Friday, 15:15 - 16:45 h, Room: MA 376

Cluster 12: Life sciences & healthcare [...]

Methods from discrete mathematics in systems biology


Chair: Utz-Uwe Haus



Friday, 15:15 - 15:40 h, Room: MA 376, Talk 1

Stefanie Jegelka
On fast approximate submodular minimization and related problems

Coauthors: Jeff A. Bilmes, Hui Lin


Machine learning problems often involve very large data sets. To test algorithms quickly, we aim to extract a suitable subset of a large training corpus. This is a submodular minimization problem, but the size of the data renders current exact methods very impractical. Graph cuts can be an alternative, but may not be able to efficiently represent any submodular function. We therefore approximate the objective function by a sequence of graph-representable functions. This leads to an efficient approximate minimization algorithm. It turns out that the underlying model not only helps represent submodular functions, it also enhances applications of graph cuts in computer vision, representing non-submodular energy functions that improve image segmentation results.

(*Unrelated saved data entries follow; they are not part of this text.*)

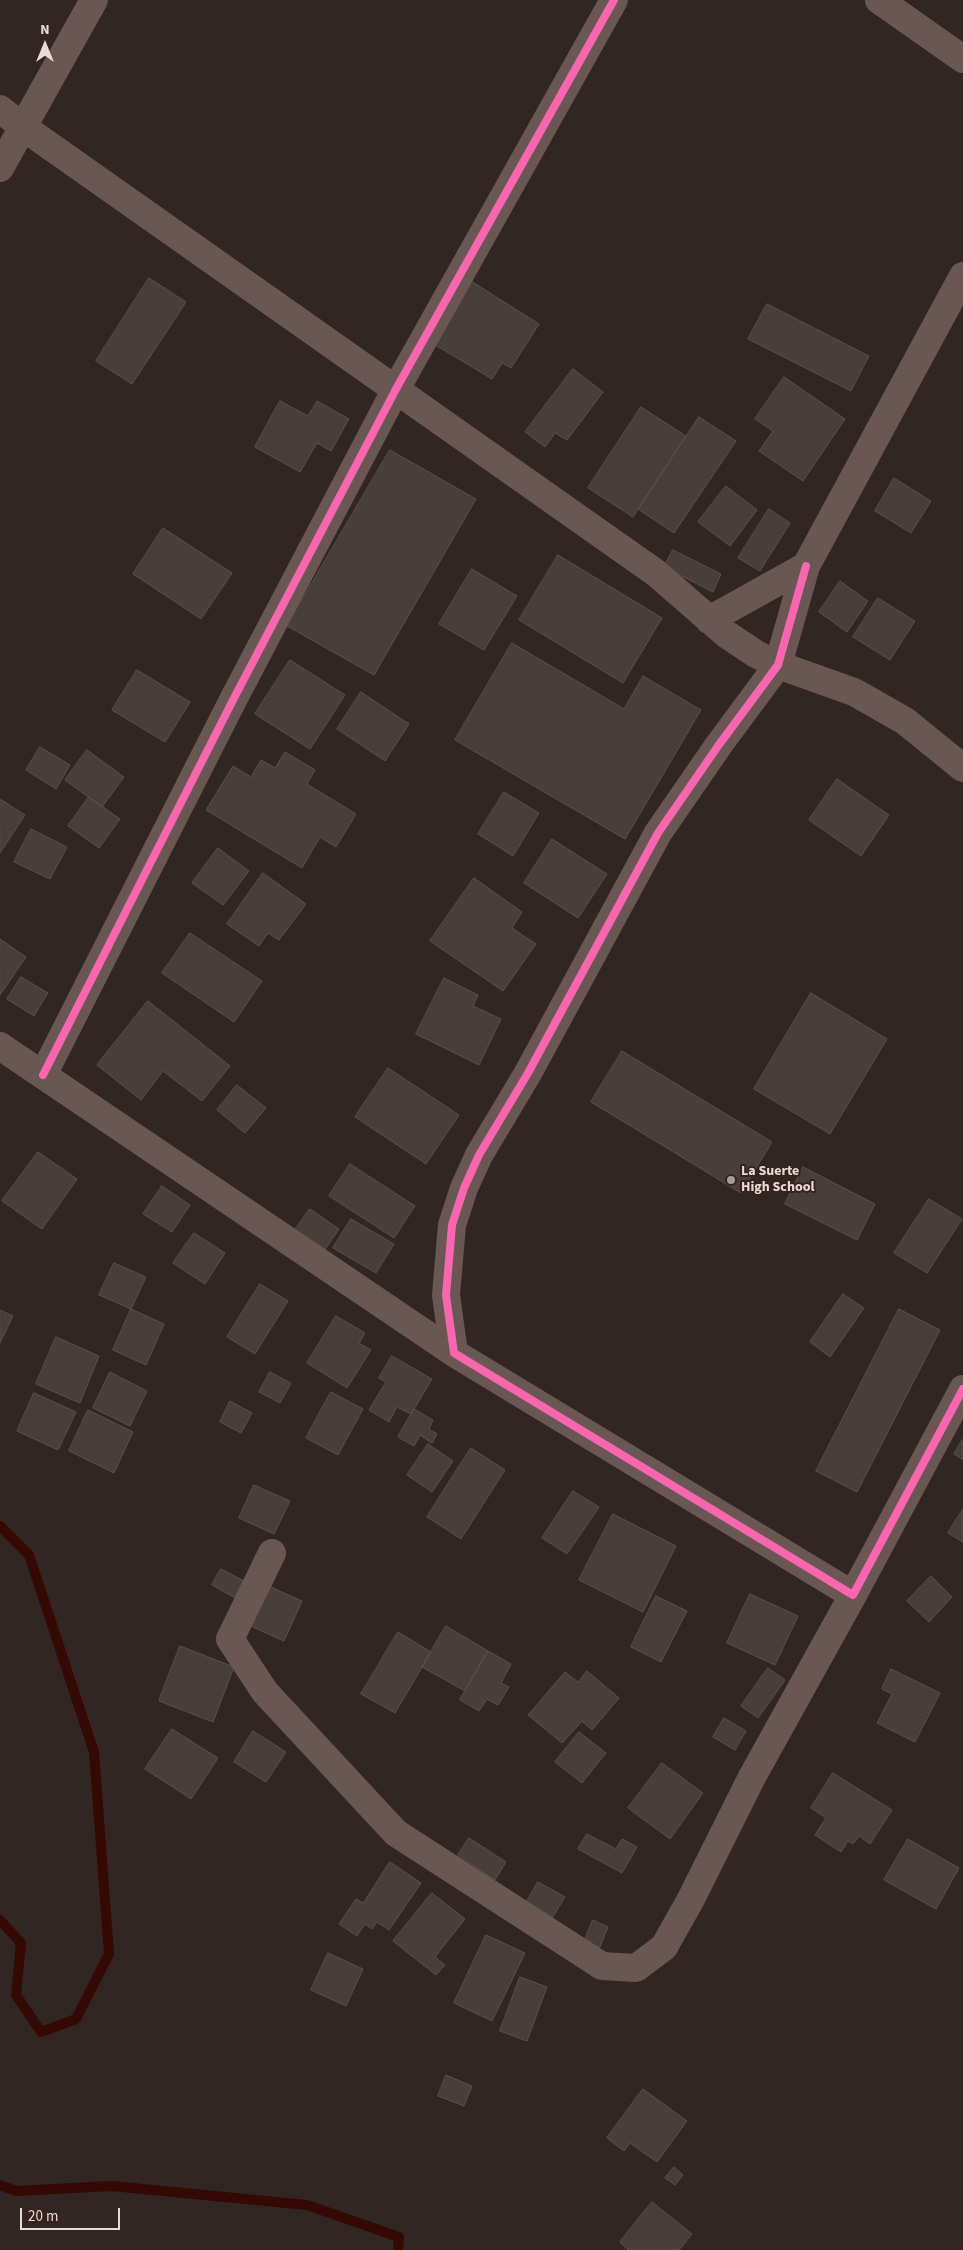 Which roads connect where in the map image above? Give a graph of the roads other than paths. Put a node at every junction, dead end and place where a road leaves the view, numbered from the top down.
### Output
1 (94, 0) edge
2 (614, 0) edge
3 (879, 0) edge
4 (963, 59) edge
5 (0, 109) edge
6 (22, 127) junction
7 (0, 168) edge
8 (963, 276) edge
9 (396, 389) junction
10 (806, 566) junction
11 (710, 620) junction
12 (778, 665) junction
13 (963, 768) edge
14 (0, 1046) edge
15 (43, 1075) junction
16 (454, 1353) junction
17 (963, 1389) edge
18 (272, 1553) dead end
19 (853, 1595) junction

1 - 6 street
2 - 9 street
3 - 4 street
5 - 6 street
6 - 7 street
6 - 9 street
8 - 10 street
9 - 11 street
9 - 15 street
10 - 11 street
10 - 12 street
11 - 12 street
12 - 13 street
12 - 16 street
14 - 15 street
15 - 16 street
16 - 19 street
17 - 19 street
18 - 19 street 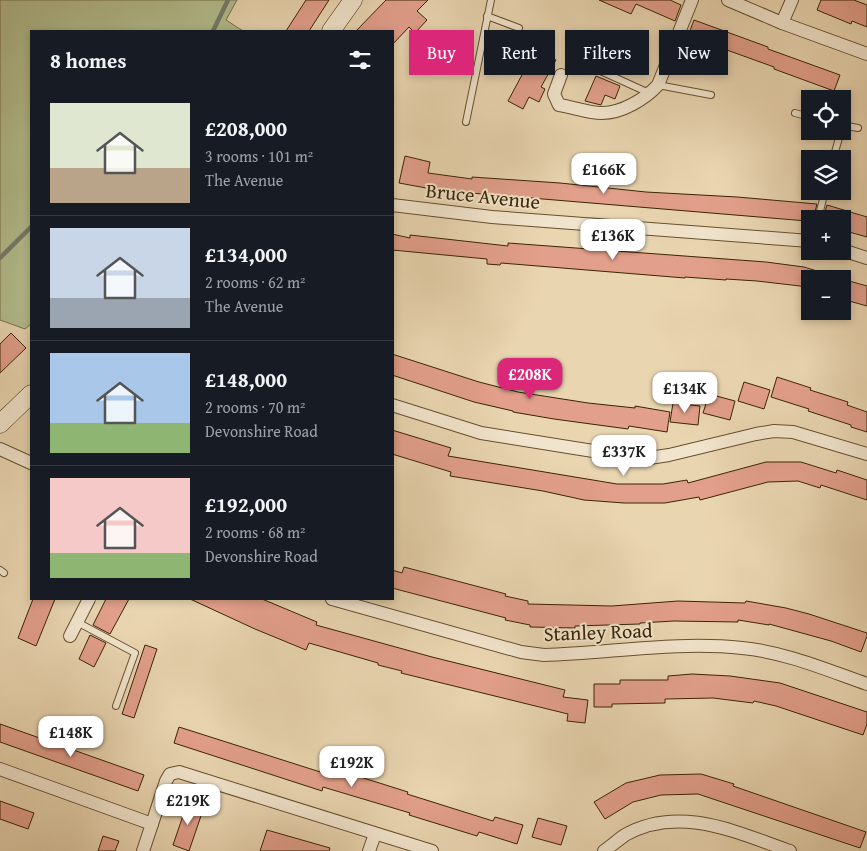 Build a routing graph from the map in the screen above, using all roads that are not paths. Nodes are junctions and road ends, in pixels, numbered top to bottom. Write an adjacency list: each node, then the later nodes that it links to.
1 (353, 0): 9 (street)
2 (491, 0): 6 (lane)
3 (692, 0): 13 (street)
4 (728, 0): 7 (street)
5 (792, 0): 7 (street)
6 (487, 16): 8 (lane); 17 (lane)
7 (782, 23): 10 (street)
8 (519, 28)
9 (332, 30)
10 (867, 54)
11 (561, 75): 13 (street)
12 (614, 75): 13 (lane)
13 (654, 89): 14 (lane)
14 (711, 95)
15 (795, 113): 16 (lane)
16 (801, 115)
17 (466, 122)
18 (851, 126): 19 (lane)
19 (858, 128)
20 (394, 205): 21 (street, Bruce Avenue)
21 (801, 240)
22 (851, 253): 23 (street)
23 (867, 258)
24 (30, 395): 26 (street)
25 (394, 406): 28 (street)
26 (0, 424)
27 (0, 449): 29 (street)
28 (867, 454)
29 (30, 463)
30 (89, 600): 32 (street)
31 (336, 600): 34 (street, Stanley Road)
32 (78, 622): 33 (street); 35 (lane)
33 (70, 636)
34 (867, 684)
35 (116, 706)
36 (0, 769): 37 (street)
37 (152, 824): 38 (street); 39 (street)
38 (375, 834): 40 (street); 41 (street)
39 (143, 851)
40 (369, 851)
41 (432, 851)
42 (604, 851): 43 (street)
43 (790, 851) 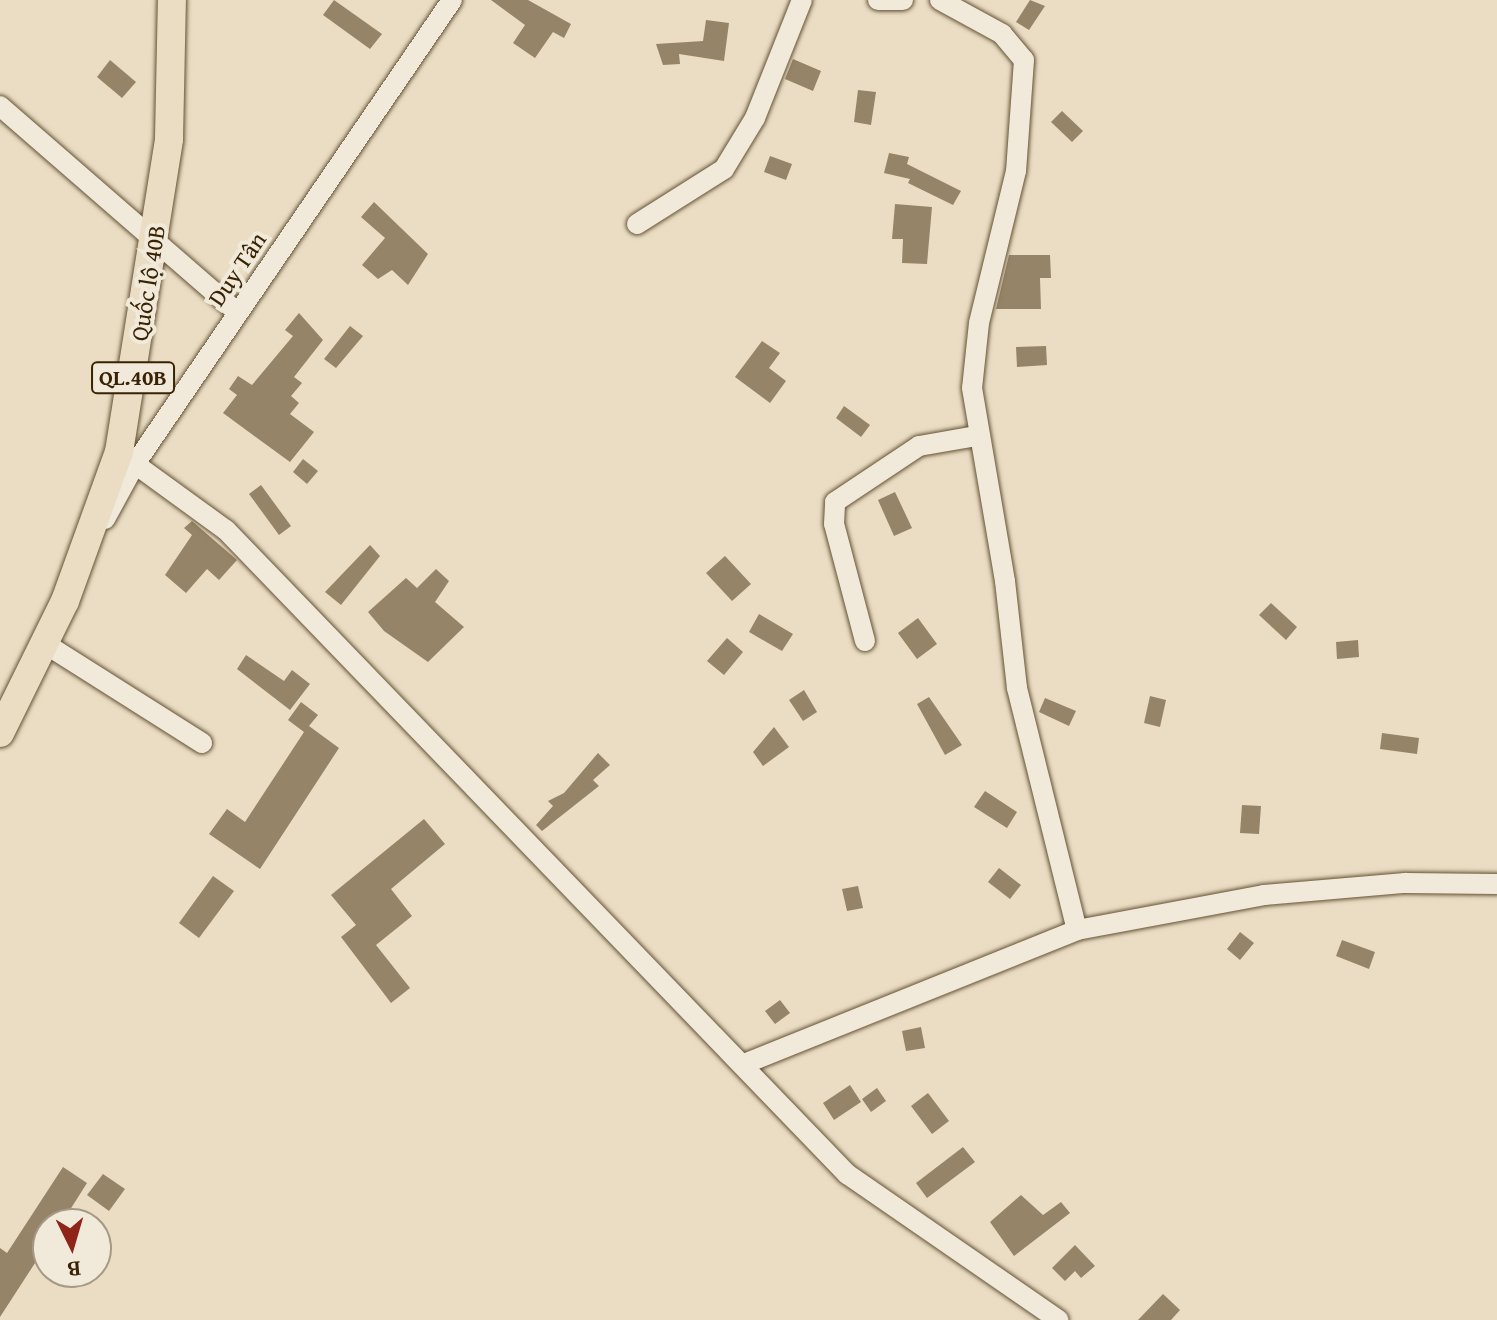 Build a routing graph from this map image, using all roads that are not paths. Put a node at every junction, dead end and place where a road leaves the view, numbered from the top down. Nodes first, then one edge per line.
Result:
1 (172, 0) edge
2 (452, 0) edge
3 (802, 0) edge
4 (878, 0) edge
5 (903, 0) edge
6 (940, 0) edge
7 (0, 106) edge
8 (637, 224) dead end
9 (156, 241) junction
10 (238, 313) junction
11 (977, 436) junction
12 (135, 464) junction
13 (75, 573) junction
14 (865, 641) dead end
15 (44, 643) junction
16 (3, 721) edge
17 (202, 743) dead end
18 (1497, 884) edge
19 (1077, 930) junction
20 (744, 1064) junction
21 (1059, 1320) edge

1 - 9 highway, Quốc lộ 40B / QL.40B
2 - 10 street, Duy Tân
3 - 8 street
4 - 5 street
6 - 11 street
7 - 9 street
9 - 10 street
9 - 13 highway, Quốc lộ 40B / QL.40B
10 - 12 street, Duy Tân
11 - 14 street
11 - 19 street
12 - 13 street, Duy Tân
12 - 20 street
13 - 15 highway, Quốc lộ 40B / QL.40B
15 - 16 highway, Quốc lộ 40B / QL.40B
15 - 17 street
18 - 19 street
19 - 20 street
20 - 21 street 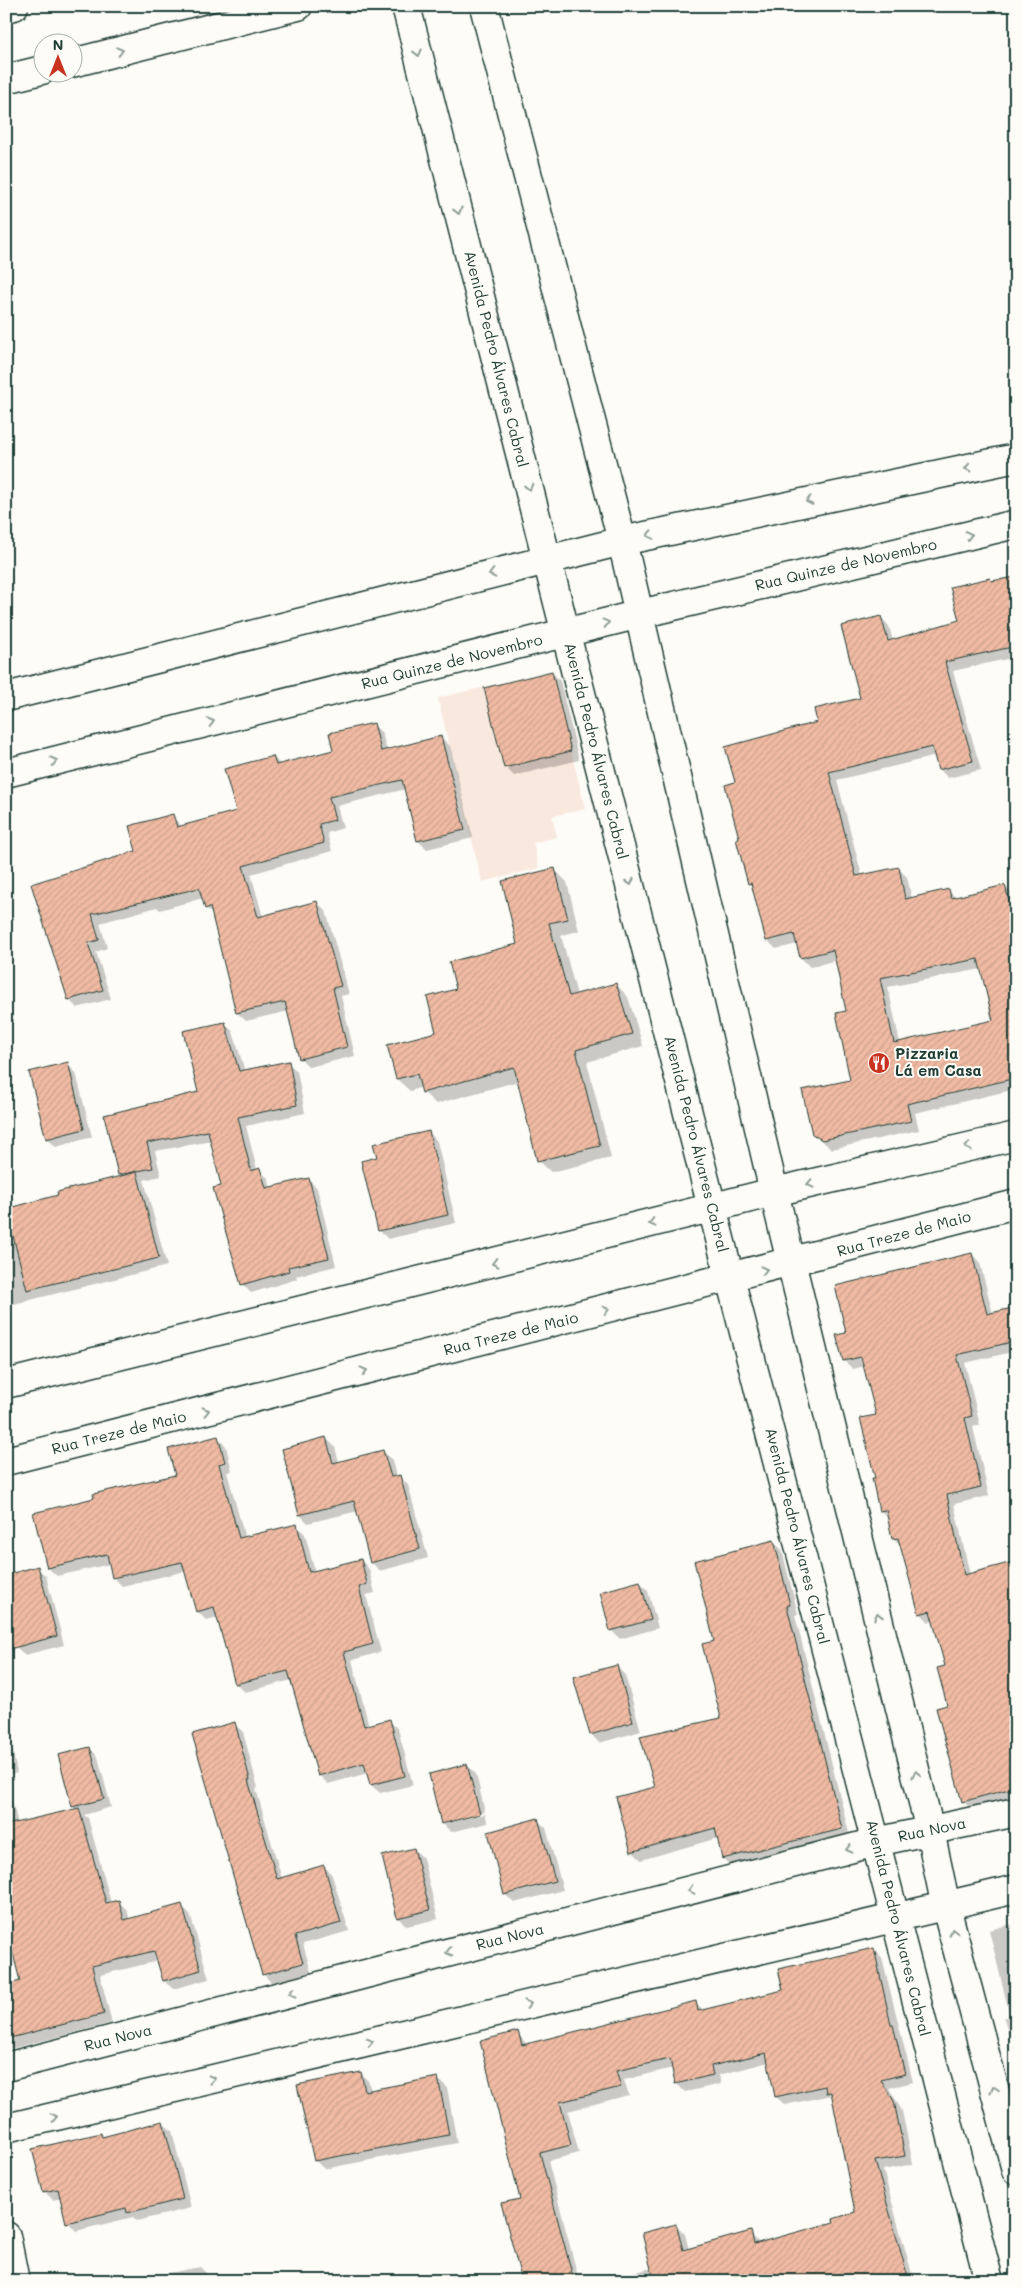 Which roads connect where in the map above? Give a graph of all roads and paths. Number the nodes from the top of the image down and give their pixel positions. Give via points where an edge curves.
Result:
1 (14, 6) edge
2 (298, 6) edge
3 (406, 6) edge
4 (484, 6) edge
5 (6, 8) edge
6 (82, 60) edge
7 (32, 72) edge
8 (6, 79) edge
9 (1016, 458) edge
10 (1016, 524) edge
11 (622, 541) junction
12 (548, 560) junction
13 (640, 614) junction
14 (566, 633) junction
15 (6, 697) edge
16 (6, 773) edge
17 (1016, 1136) edge
18 (774, 1192) junction
19 (1016, 1204) edge
20 (714, 1208) junction
21 (791, 1263) junction
22 (730, 1278) junction
23 (6, 1384) edge
24 (6, 1462) edge
25 (1016, 1812) edge
26 (930, 1830) junction
27 (876, 1842) junction
28 (1016, 1889) edge
29 (946, 1907) junction
30 (894, 1917) junction
31 (6, 2067) edge
32 (6, 2128) edge
33 (1016, 2170) edge
34 (6, 2236) edge
35 (15, 2281) edge
36 (989, 2281) edge

1 - 5 street
6 -> 2 street
3 -> 12 street, Avenida Pedro Álvares Cabral
4 - 11 street
7 - 8 street
9 -> 11 street
13 -> 10 street, Rua Quinze de Novembro
11 - 12 street
11 - 13 street
12 - 14 street, Avenida Pedro Álvares Cabral
12 -> 15 street
14 -> 13 street, Rua Quinze de Novembro
13 - 18 street
16 -> 14 street, Rua Quinze de Novembro
14 -> 20 street, Avenida Pedro Álvares Cabral
17 -> 18 street
18 - 20 street
18 - 21 street
19 - 21 street, Rua Treze de Maio
20 - 22 street, Avenida Pedro Álvares Cabral
20 -> 23 street
22 -> 21 street, Rua Treze de Maio
26 -> 21 street
24 -> 22 street, Rua Treze de Maio
22 - 27 street, Avenida Pedro Álvares Cabral
25 - 26 street, Rua Nova
26 - 27 street, Rua Nova
26 - 29 street
27 - 30 street, Avenida Pedro Álvares Cabral
27 -> 31 street, Rua Nova
28 - 29 street
29 - 30 street
33 -> 29 street
32 -> 30 street
30 - 36 street, Avenida Pedro Álvares Cabral
34 - 35 street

Friday, 15:45 - 16:10 h, Room: MA 376, Talk 2

Edward Roualdes
Non-parametric species delimitation based on branching rates

Coauthors: David Weisrock, Ruriko Yoshida


Many probabilistic tests have been developed to delimit species based on the coalescent model. These computational efforts rely primarily on parametric models that try to account for known variance found in genetic processes. Unfortunately, this variance is difficult to model precisely. Using non-parametric tests, we develop a method to delineate species by estimating the time species change from growth (e.g., Yule models) to a coalescence process without constraining the processes to a particular model. Using simulated gene trees from a known species tree, we compare our non-parametric method to established parametric methods.



Friday, 16:15 - 16:40 h, Room: MA 376, Talk 3

Giovanni Felici
Logic data mining in the presence of noisy data

Coauthor: Emanuel Weitschek


In this work we consider a method for the extraction of knowledge from data. The knowledge is represented as disjunctive normal form (DNF) logic formulas that identify with high precision subsets of the training data. The method is mainly designed for classification purposes, but can be profitably deployed for information compression and data analysis in general. It is based on three main steps: discretization, feature selection and formula extraction. For each step, a mathematical optimization problem is formulated and solved with ad hoc algorithmic strategies.
The method is designed to perform exact separation of training data, and can thus be exposed to overfitting when a significant amount of noise is present in the available information. We analyze the main problems that arise when this method deals with noisy data and propose extensions to the discretization, feature selection and formula extraction steps; we motivate these extensions from a theoretical standpoint, and show with experimental evidence how they operate to remove the effect of noise on the mining process.